Fostamatinib is a
tyrosine kinase inhibitor with activity against
spleen tyrosine kinase which has completed clinical trials for patients with
rheumatoid arthritis. In clinical studies
fostamatinib treatment was associated with a small elevation of systemic arterial blood pressure (BP), a similar finding to that seen with other
kinase inhibitors, especially those that inhibit VEGFR2 signaling. We have investigated the link between
fostamatinib-induced blood pressure elevation and plasma levels of the
fostamatinib-active metabolite R940406 in conscious rats and found the time course of the BP effect correlated closely with changes in R940406 plasma concentration, indicating a direct pharmacological relationship.
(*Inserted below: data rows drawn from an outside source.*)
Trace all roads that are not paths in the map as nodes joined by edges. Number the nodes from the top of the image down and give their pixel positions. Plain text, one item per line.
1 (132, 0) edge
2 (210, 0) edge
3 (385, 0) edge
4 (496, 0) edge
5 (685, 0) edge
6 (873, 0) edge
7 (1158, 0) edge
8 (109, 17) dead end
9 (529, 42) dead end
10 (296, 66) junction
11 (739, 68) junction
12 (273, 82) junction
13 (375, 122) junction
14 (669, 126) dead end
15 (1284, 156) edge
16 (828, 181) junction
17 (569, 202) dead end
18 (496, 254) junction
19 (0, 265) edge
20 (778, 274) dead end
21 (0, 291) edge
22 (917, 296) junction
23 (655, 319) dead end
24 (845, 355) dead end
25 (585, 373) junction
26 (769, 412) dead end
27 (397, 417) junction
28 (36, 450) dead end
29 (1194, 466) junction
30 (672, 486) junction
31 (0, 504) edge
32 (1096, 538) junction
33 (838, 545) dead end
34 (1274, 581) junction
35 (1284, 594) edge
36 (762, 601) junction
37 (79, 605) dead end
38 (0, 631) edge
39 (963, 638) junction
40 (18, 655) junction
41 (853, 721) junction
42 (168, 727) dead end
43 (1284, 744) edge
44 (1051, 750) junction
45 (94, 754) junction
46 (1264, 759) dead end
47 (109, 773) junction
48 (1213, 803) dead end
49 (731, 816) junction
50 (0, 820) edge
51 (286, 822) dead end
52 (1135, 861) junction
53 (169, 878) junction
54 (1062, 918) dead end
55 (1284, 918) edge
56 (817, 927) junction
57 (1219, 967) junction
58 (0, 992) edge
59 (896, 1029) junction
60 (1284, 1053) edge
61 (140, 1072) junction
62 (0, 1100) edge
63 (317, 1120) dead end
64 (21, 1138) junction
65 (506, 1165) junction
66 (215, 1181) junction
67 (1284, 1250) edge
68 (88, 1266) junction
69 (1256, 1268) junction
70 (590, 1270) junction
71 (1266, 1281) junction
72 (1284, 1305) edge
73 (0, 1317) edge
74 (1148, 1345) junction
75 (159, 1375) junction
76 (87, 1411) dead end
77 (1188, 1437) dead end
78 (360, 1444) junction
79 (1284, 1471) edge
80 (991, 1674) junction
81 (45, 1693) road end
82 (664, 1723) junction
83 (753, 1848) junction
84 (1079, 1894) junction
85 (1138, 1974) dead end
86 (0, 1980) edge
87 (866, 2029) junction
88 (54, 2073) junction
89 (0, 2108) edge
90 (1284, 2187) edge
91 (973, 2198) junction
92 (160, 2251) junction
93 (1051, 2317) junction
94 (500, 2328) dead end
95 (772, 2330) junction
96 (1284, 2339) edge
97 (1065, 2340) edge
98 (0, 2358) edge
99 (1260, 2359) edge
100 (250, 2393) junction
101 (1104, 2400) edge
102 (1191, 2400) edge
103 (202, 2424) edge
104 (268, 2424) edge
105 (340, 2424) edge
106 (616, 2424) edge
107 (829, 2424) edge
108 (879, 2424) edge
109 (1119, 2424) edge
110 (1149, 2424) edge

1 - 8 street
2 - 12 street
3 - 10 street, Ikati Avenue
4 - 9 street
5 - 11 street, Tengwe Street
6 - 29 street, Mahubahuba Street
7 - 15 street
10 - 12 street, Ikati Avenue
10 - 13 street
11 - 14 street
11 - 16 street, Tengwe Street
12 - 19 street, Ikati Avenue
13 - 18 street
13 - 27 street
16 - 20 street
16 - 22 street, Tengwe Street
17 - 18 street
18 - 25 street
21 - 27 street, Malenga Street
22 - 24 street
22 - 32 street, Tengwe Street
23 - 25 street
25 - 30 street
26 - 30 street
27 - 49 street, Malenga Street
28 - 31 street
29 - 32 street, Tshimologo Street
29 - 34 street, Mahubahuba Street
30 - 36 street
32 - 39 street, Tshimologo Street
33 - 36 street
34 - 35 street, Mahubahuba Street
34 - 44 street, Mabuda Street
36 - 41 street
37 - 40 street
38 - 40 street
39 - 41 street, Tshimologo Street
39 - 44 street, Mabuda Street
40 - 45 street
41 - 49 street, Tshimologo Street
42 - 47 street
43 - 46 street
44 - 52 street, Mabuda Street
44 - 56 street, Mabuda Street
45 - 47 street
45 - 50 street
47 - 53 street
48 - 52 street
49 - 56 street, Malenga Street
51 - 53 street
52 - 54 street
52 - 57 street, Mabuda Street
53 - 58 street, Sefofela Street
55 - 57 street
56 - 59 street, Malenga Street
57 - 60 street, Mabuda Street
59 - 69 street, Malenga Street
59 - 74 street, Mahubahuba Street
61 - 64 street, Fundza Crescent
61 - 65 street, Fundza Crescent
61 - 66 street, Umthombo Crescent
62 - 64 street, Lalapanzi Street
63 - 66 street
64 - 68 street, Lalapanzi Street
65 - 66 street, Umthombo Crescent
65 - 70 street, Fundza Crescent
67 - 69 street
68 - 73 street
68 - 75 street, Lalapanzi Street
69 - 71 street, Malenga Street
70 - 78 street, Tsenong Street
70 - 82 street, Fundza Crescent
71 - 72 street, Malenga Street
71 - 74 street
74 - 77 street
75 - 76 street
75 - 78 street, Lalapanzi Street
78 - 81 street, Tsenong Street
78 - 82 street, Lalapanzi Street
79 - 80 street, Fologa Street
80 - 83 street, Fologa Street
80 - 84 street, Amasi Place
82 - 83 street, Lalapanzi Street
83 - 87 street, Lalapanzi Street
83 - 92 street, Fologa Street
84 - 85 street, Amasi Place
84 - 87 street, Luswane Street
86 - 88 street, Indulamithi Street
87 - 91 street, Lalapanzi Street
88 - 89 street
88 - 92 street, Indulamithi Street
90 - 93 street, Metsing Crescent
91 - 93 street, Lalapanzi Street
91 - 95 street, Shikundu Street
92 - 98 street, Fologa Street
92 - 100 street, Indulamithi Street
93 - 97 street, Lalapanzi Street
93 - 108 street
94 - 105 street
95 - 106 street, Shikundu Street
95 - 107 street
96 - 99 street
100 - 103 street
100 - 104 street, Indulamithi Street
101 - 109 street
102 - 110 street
Free plasma levels of R940406 produced in these studies (up to 346 nmol/L) span the clinically observed mean peak free plasma concentration of 49 nmol/L. We have demonstrated that the blood pressure elevation induced by
fostamatinib dosing can be successfully controlled by a variety of methods, notably simple drug withdrawal or codosing with a range of standard
antihypertensive agents such as
atenolol,
captopril, and
nifedipine. These findings support potential methods of maintaining patient safety while on
fostamatinib therapy. Furthermore, we have demonstrated, using
nifedipine as an example agent, that this blood pressure control was not achieved by reduction in plasma exposure of R940406, suggesting that potential benefits from the pharmacology of the
investigational drug can be maintained while blood pressure control is managed by use of standard comedications.